[[ RECORDS FOR THE TASK, beginning ]]

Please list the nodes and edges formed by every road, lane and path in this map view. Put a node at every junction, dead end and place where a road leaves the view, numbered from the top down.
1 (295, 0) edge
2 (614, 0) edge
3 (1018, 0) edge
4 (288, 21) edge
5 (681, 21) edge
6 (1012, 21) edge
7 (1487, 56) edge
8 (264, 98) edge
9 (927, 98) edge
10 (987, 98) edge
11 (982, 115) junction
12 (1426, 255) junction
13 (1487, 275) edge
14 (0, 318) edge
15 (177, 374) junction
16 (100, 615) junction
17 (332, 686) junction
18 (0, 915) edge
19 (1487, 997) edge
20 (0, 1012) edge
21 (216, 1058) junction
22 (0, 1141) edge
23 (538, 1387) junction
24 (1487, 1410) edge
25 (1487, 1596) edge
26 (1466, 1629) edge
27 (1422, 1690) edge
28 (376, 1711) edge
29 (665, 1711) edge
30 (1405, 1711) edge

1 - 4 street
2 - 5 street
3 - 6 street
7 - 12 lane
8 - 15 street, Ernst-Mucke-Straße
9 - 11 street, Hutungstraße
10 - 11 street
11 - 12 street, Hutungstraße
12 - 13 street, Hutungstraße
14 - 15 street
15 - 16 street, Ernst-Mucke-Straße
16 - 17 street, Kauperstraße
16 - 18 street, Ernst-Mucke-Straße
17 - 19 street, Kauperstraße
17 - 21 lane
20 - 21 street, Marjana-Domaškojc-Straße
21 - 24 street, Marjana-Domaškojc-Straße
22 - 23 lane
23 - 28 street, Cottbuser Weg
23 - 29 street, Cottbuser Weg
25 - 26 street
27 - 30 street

[[ RECORDS FOR THE TASK, end ]]

→ **TRY IT**
Where a line of the entries contains "lane", report that line.

→ **ANSWER SECTION**
Please list the nodes and edges formed by every road, lane and path in this map view. Put a node at every junction, dead end and place where a road leaves the view, numbered from the top down.
7 - 12 lane
17 - 21 lane
22 - 23 lane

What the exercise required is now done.